In addition to the recent actions taken by Portugal, another European country intends to raise taxes on cryptocurrency trading. The proposed budget for 2023 in Italy includes a provision that would tax capital gains from cryptocurrency at a whopping 26%.
Who Can Be Taxed?
This tax category becomes applicable when cryptocurrency earnings exceed €2,000 (about $2,062 U.S.). The Italian tax authorities have handled cryptocurrencies and tokens the same as foreign currency.
According to the newly formed government led by Prime Minister Giorgia Meloni, taxpayers in Italy will be required to record the value of their digital assets as of January 1, 2023, and pay a 14% tax. The goal is to encourage the people of Italy to declare their ownership of digital assets and to pay their taxes.
There are currently 1.3 million people living in Italy, or 2.3% of the country’s total population, who own digital assets. The United States continues to lead in the adoption of cryptocurrencies, followed by France (3.3% adoption) and the United Kingdom (5% adoption). However, levying such high cryptocurrency taxes would put off potential newcomers from joining the market.
Nonetheless, a few significant cryptocurrency exchanges have lately entered the Italian market, citing the nation’s bright financial future. The Italian government granted permission for Binance, a significant cryptocurrency exchange, to open an office there earlier this year.
Kenya Also Eyeing Crypto Profit Tax
Binance CEO Changpeng Zhao recently remarked that countries would be better off regulating cryptos as opposed to fighting them and a few countries seem to have listened.
Kenya is one of the latest countries to openly discuss crypto regulation. The Country’s parliament will be discussing a bill in parliament that seeks to recognize cryptos as securities.
Through the bill, Kenya is proposing to tax more than 4 million owners of digital assets.
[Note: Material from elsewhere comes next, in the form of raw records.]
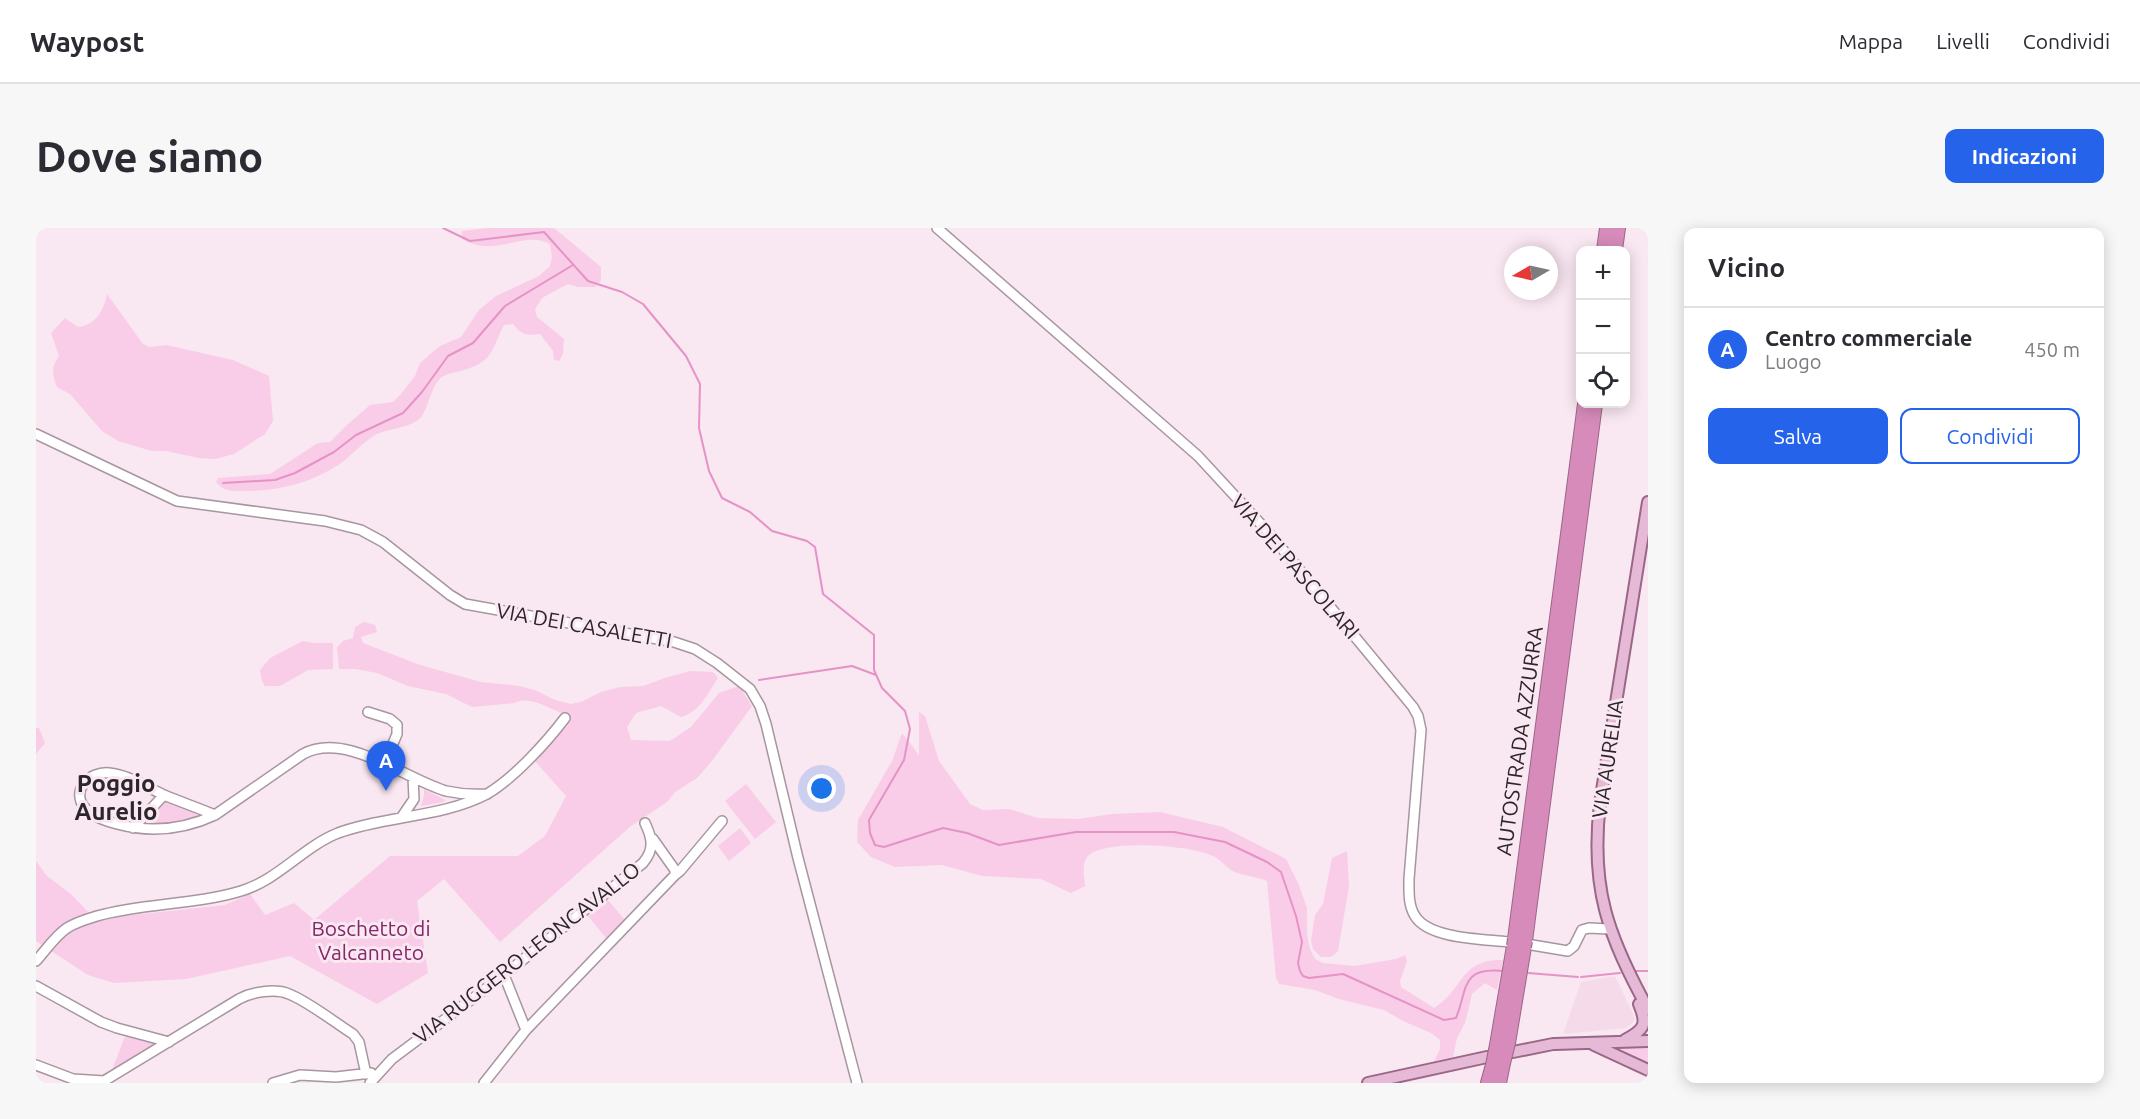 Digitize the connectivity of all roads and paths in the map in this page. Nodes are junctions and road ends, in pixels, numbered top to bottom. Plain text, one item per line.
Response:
1 (937, 228) edge
2 (1607, 228) edge
3 (1618, 228) edge
4 (1605, 246) edge
5 (1616, 246) edge
6 (1585, 408) edge
7 (1594, 408) edge
8 (36, 434) edge
9 (1648, 501) edge
10 (368, 712) dead end
11 (565, 718) dead end
12 (384, 765) junction
13 (413, 777) junction
14 (488, 794) junction
15 (164, 795) junction
16 (215, 815) junction
17 (401, 818) junction
18 (722, 821) dead end
19 (645, 823) dead end
20 (133, 828) junction
21 (653, 839) junction
22 (675, 875) junction
23 (1610, 928) junction
24 (1520, 946) junction
25 (36, 961) edge
26 (504, 975) junction
27 (1632, 979) junction
28 (36, 986) edge
29 (1648, 1009) edge
30 (526, 1030) junction
31 (169, 1041) junction
32 (1622, 1041) junction
33 (1648, 1041) edge
34 (1588, 1042) junction
35 (1500, 1054) junction
36 (36, 1065) edge
37 (1648, 1070) edge
38 (328, 1077) junction
39 (368, 1078) edge
40 (104, 1082) edge
41 (273, 1083) edge
42 (336, 1083) edge
43 (484, 1083) edge
44 (857, 1083) edge
45 (1368, 1083) edge
46 (1488, 1083) edge
47 (1499, 1083) edge

1 - 24 street, VIA DEI PASCOLARI
2 - 4 highway
3 - 5 highway
6 - 24 highway, AUTOSTRADA AZZURRA
7 - 24 highway, AUTOSTRADA AZZURRA
8 - 44 street, VIA DEI CASALETTI
9 - 23 main road, VIA AURELIA
10 - 12 street
11 - 14 street
12 - 13 street
12 - 16 street
13 - 14 street
13 - 17 street
14 - 17 street
15 - 16 street
15 - 20 street
15 - 20 street
16 - 20 street
17 - 25 street
18 - 22 street
19 - 21 street, VIA RUGGERO LEONCAVALLO
21 - 22 street
21 - 26 street, VIA RUGGERO LEONCAVALLO
22 - 30 street
23 - 24 street, VIA DEI PASCOLARI
23 - 27 main road, VIA AURELIA
24 - 35 highway, AUTOSTRADA AZZURRA
26 - 30 street
26 - 39 street, VIA RUGGERO LEONCAVALLO
27 - 29 main road, VIA AURELIA
27 - 32 main road
28 - 31 street
30 - 43 street
31 - 39 street
31 - 40 street
32 - 33 main road
32 - 34 main road
34 - 35 main road
34 - 37 main road
35 - 45 main road
35 - 46 highway, AUTOSTRADA AZZURRA
35 - 47 highway, AUTOSTRADA AZZURRA
36 - 40 street
38 - 39 street
38 - 41 street
38 - 42 street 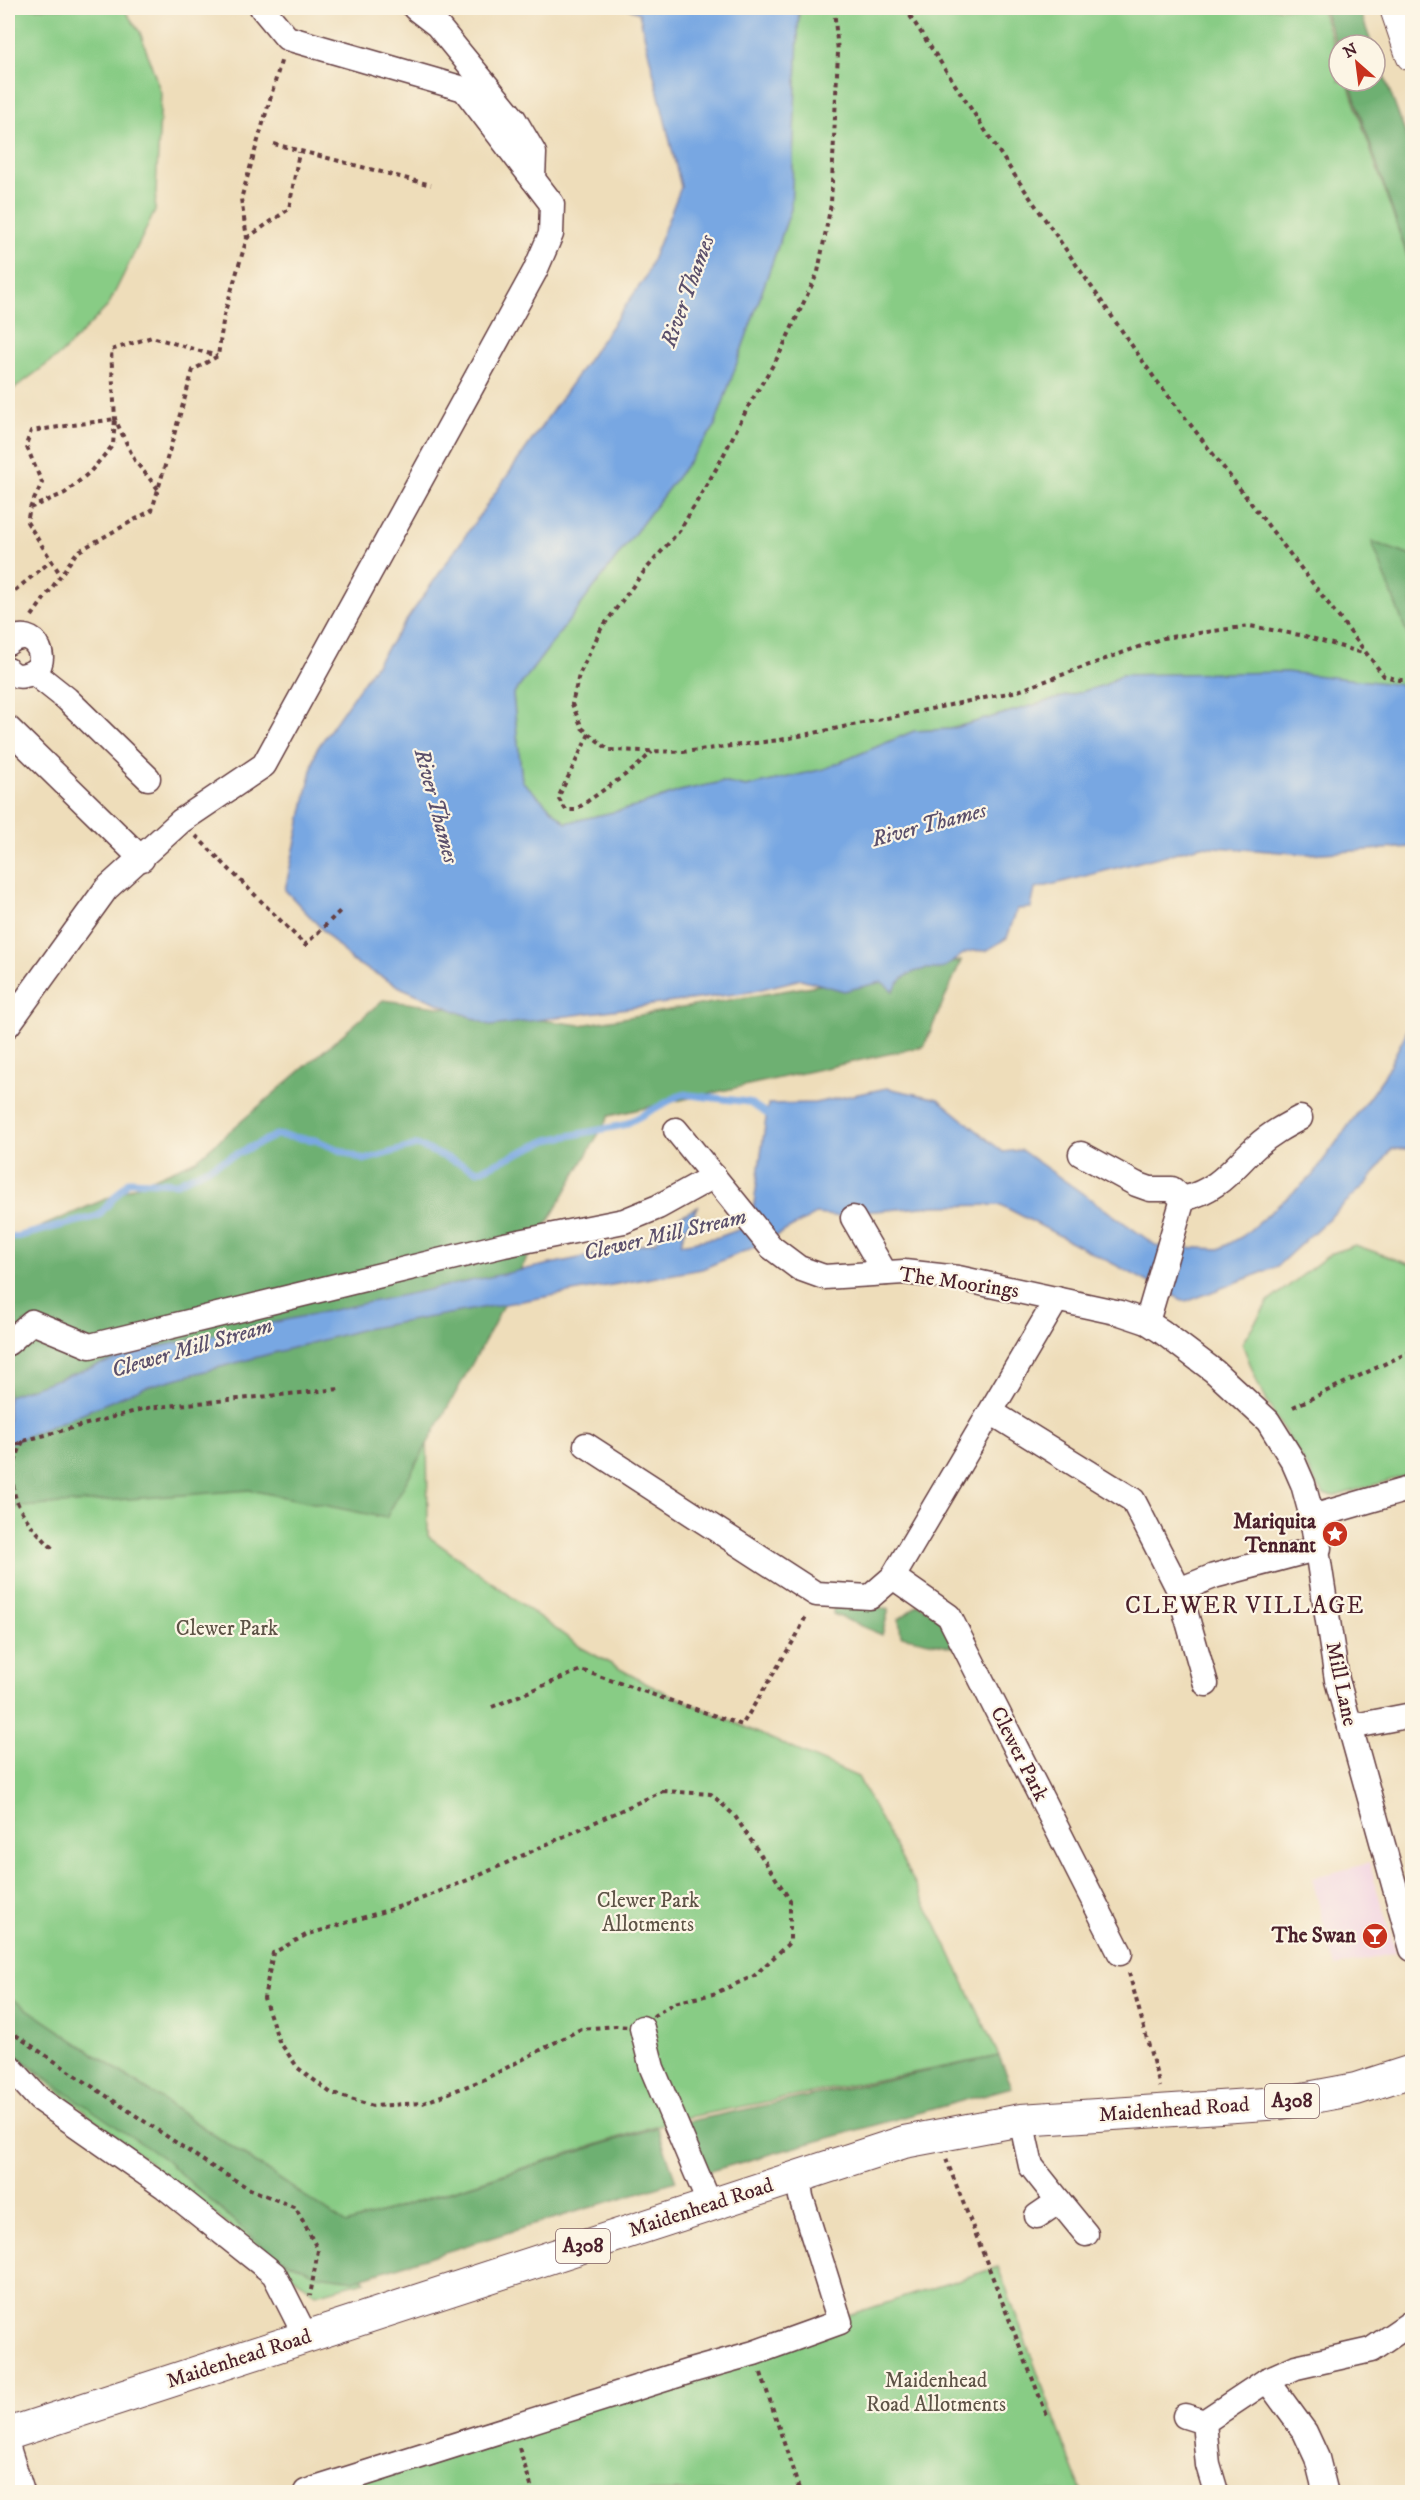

If passed, this rapidly growing industry will be subject to regulatory oversight for the first time in the history of the East African country.
A legislator from the ruling Kenya Kwanza Alliance named Abraham Kirwa recently submitted the Capital Markets (Amendment) Bill, 2022. Targeted for taxation are traders, wallet providers, and digital asset exchanges.
If the law passes through parliament, every Kenyan who sells a digital asset that has appreciated in value will be required to pay capital gains to the Kenya Revenue Authority (KRA).
According to the proposed bill, the regulations relating to income tax or capital gains tax, depending on how long the digital currency is held for, must apply where it is held for a period of less than or equal to twelve (12) months.